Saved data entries

________________________________________

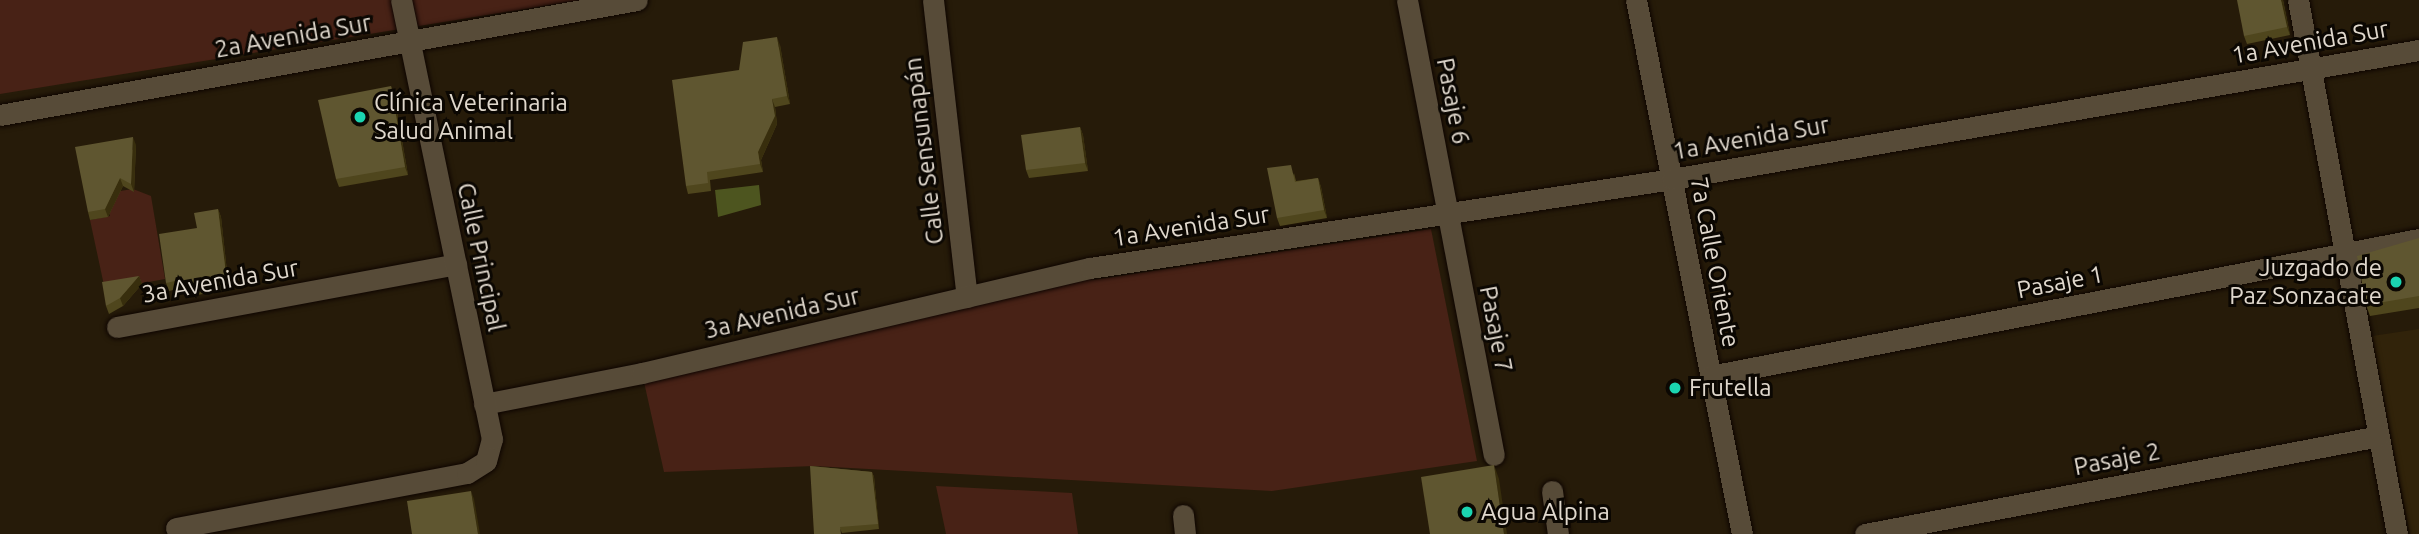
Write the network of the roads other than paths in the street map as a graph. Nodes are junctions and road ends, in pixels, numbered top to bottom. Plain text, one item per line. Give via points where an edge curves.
1 (401, 0) edge
2 (637, 0) edge
3 (933, 0) edge
4 (1407, 0) edge
5 (1636, 0) edge
6 (2298, 0) edge
7 (408, 43) junction
8 (2419, 50) edge
9 (2310, 69) junction
10 (0, 115) edge
11 (1672, 179) junction
12 (1447, 213) junction
13 (2419, 239) edge
14 (2346, 253) junction
15 (456, 264) junction
16 (1090, 268) joint
17 (967, 297) junction
18 (117, 327) dead end
19 (1710, 376) junction
20 (484, 404) junction
21 (2379, 436) junction
22 (1494, 455) dead end
23 (1552, 491) dead end
24 (176, 528) dead end
25 (1558, 534) edge
26 (1742, 534) edge
27 (1865, 534) edge
28 (2397, 534) edge

1 - 7 street, Calle Principal
2 - 7 street, 2a Avenida Sur
3 - 17 street, Calle Sensunapán
4 - 12 street, Pasaje 6
5 - 11 street, 7a Calle Oriente
6 - 9 street
7 - 10 street, 2a Avenida Sur
7 - 15 street, Calle Principal
8 - 9 street, 1a Avenida Sur
9 - 11 street, 1a Avenida Sur
9 - 14 street
11 - 12 street, 1a Avenida Sur
11 - 19 street, 7a Calle Oriente
12 - 16 street, 1a Avenida Sur
12 - 22 street, Pasaje 7
13 - 14 street, Pasaje 1
14 - 19 street, Pasaje 1
14 - 21 street
15 - 18 street, 3a Avenida Sur
15 - 20 street, Calle Principal
16 - 17 street, 3a Avenida Sur
17 - 20 street, 3a Avenida Sur
19 - 26 street, 7a Calle Oriente
20 - 24 street, Calle Principal via 492,439 486,461 467,473
21 - 27 street, Pasaje 2
21 - 28 street
23 - 25 street

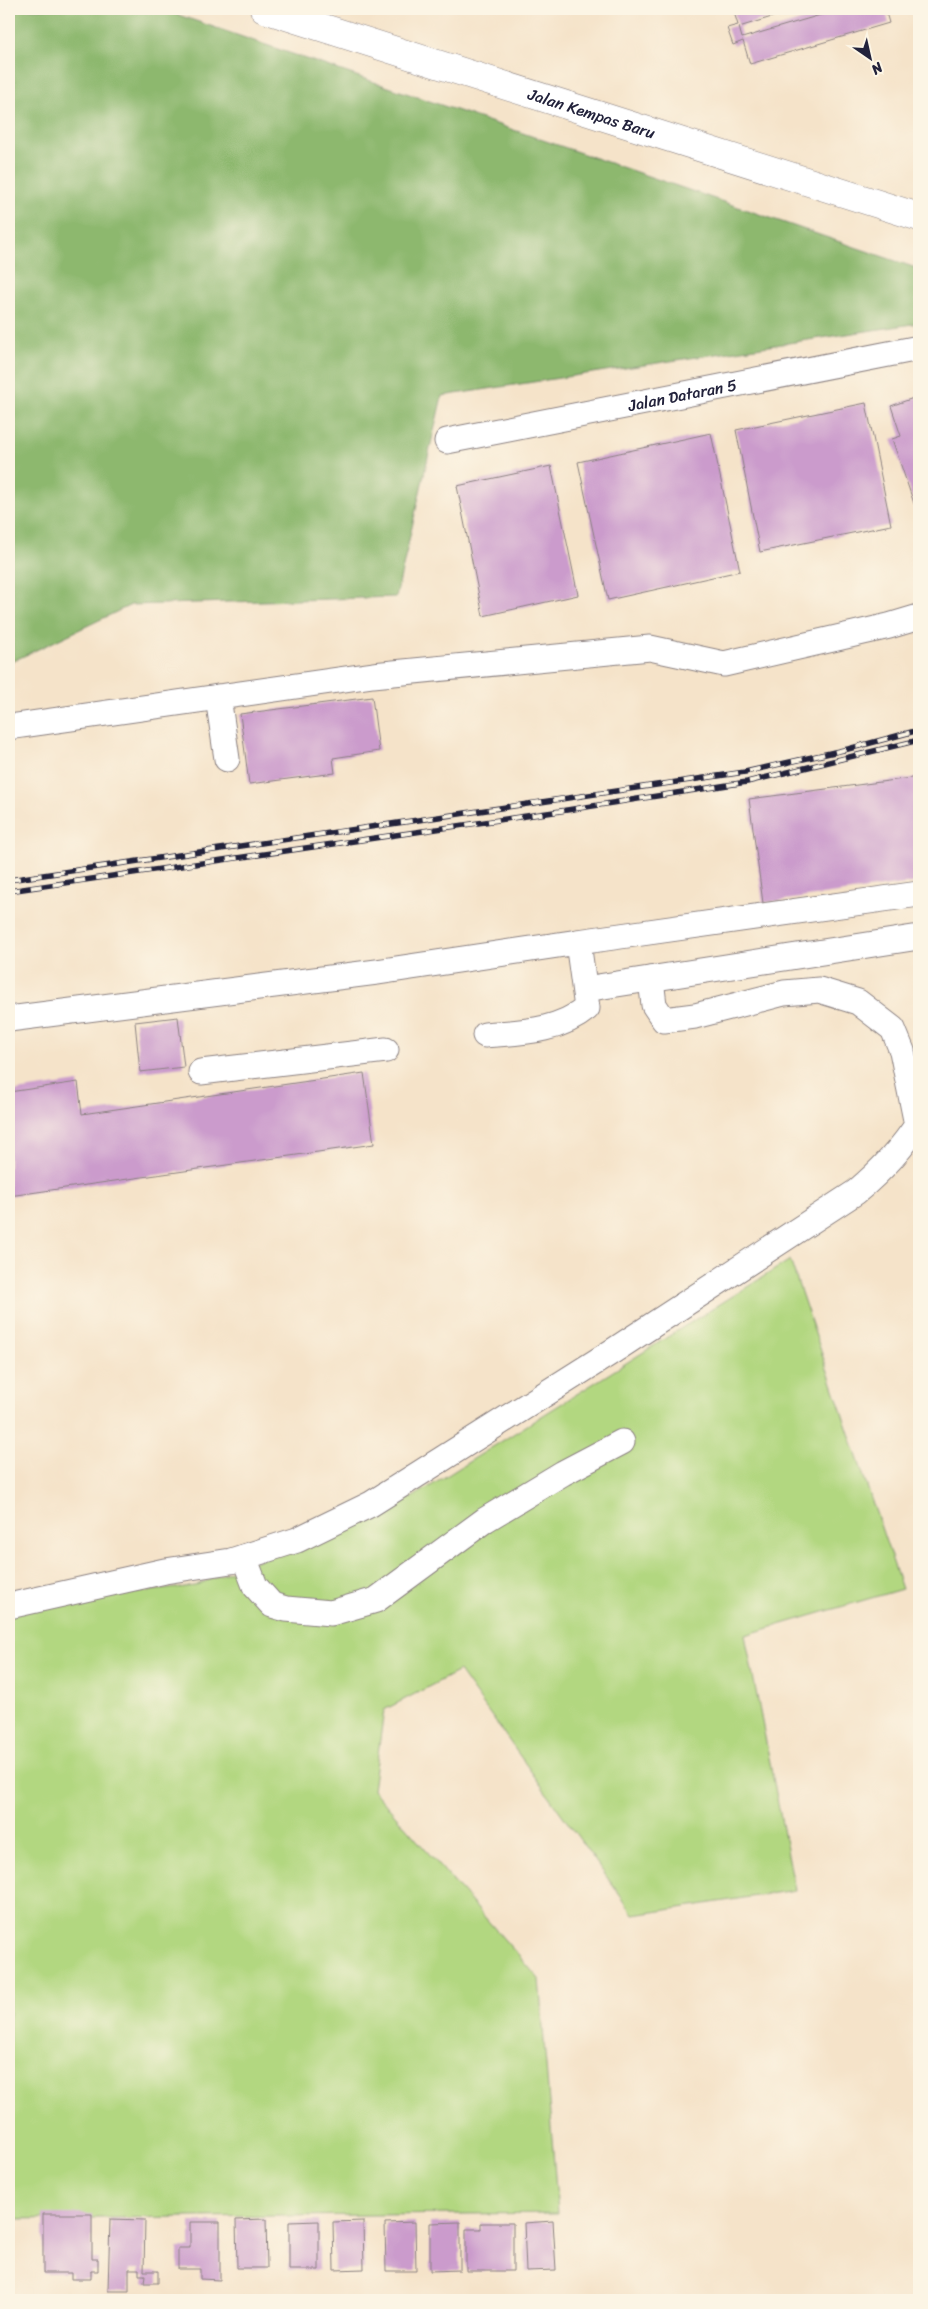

________________________________________

** WHAT YOU WILL DO **
The entries above are to be returned exactly, without their pictures.

** SOLUTION BELOW **
Write the network of the roads other than paths in the street map as a graph. Nodes are junctions and road ends, in pixels, numbered top to bottom. Plain text, one item per line. Give via points where an edge curves.
1 (401, 0) edge
2 (637, 0) edge
3 (933, 0) edge
4 (1407, 0) edge
5 (1636, 0) edge
6 (2298, 0) edge
7 (408, 43) junction
8 (2419, 50) edge
9 (2310, 69) junction
10 (0, 115) edge
11 (1672, 179) junction
12 (1447, 213) junction
13 (2419, 239) edge
14 (2346, 253) junction
15 (456, 264) junction
16 (1090, 268) joint
17 (967, 297) junction
18 (117, 327) dead end
19 (1710, 376) junction
20 (484, 404) junction
21 (2379, 436) junction
22 (1494, 455) dead end
23 (1552, 491) dead end
24 (176, 528) dead end
25 (1558, 534) edge
26 (1742, 534) edge
27 (1865, 534) edge
28 (2397, 534) edge

1 - 7 street, Calle Principal
2 - 7 street, 2a Avenida Sur
3 - 17 street, Calle Sensunapán
4 - 12 street, Pasaje 6
5 - 11 street, 7a Calle Oriente
6 - 9 street
7 - 10 street, 2a Avenida Sur
7 - 15 street, Calle Principal
8 - 9 street, 1a Avenida Sur
9 - 11 street, 1a Avenida Sur
9 - 14 street
11 - 12 street, 1a Avenida Sur
11 - 19 street, 7a Calle Oriente
12 - 16 street, 1a Avenida Sur
12 - 22 street, Pasaje 7
13 - 14 street, Pasaje 1
14 - 19 street, Pasaje 1
14 - 21 street
15 - 18 street, 3a Avenida Sur
15 - 20 street, Calle Principal
16 - 17 street, 3a Avenida Sur
17 - 20 street, 3a Avenida Sur
19 - 26 street, 7a Calle Oriente
20 - 24 street, Calle Principal via 492,439 486,461 467,473
21 - 27 street, Pasaje 2
21 - 28 street
23 - 25 street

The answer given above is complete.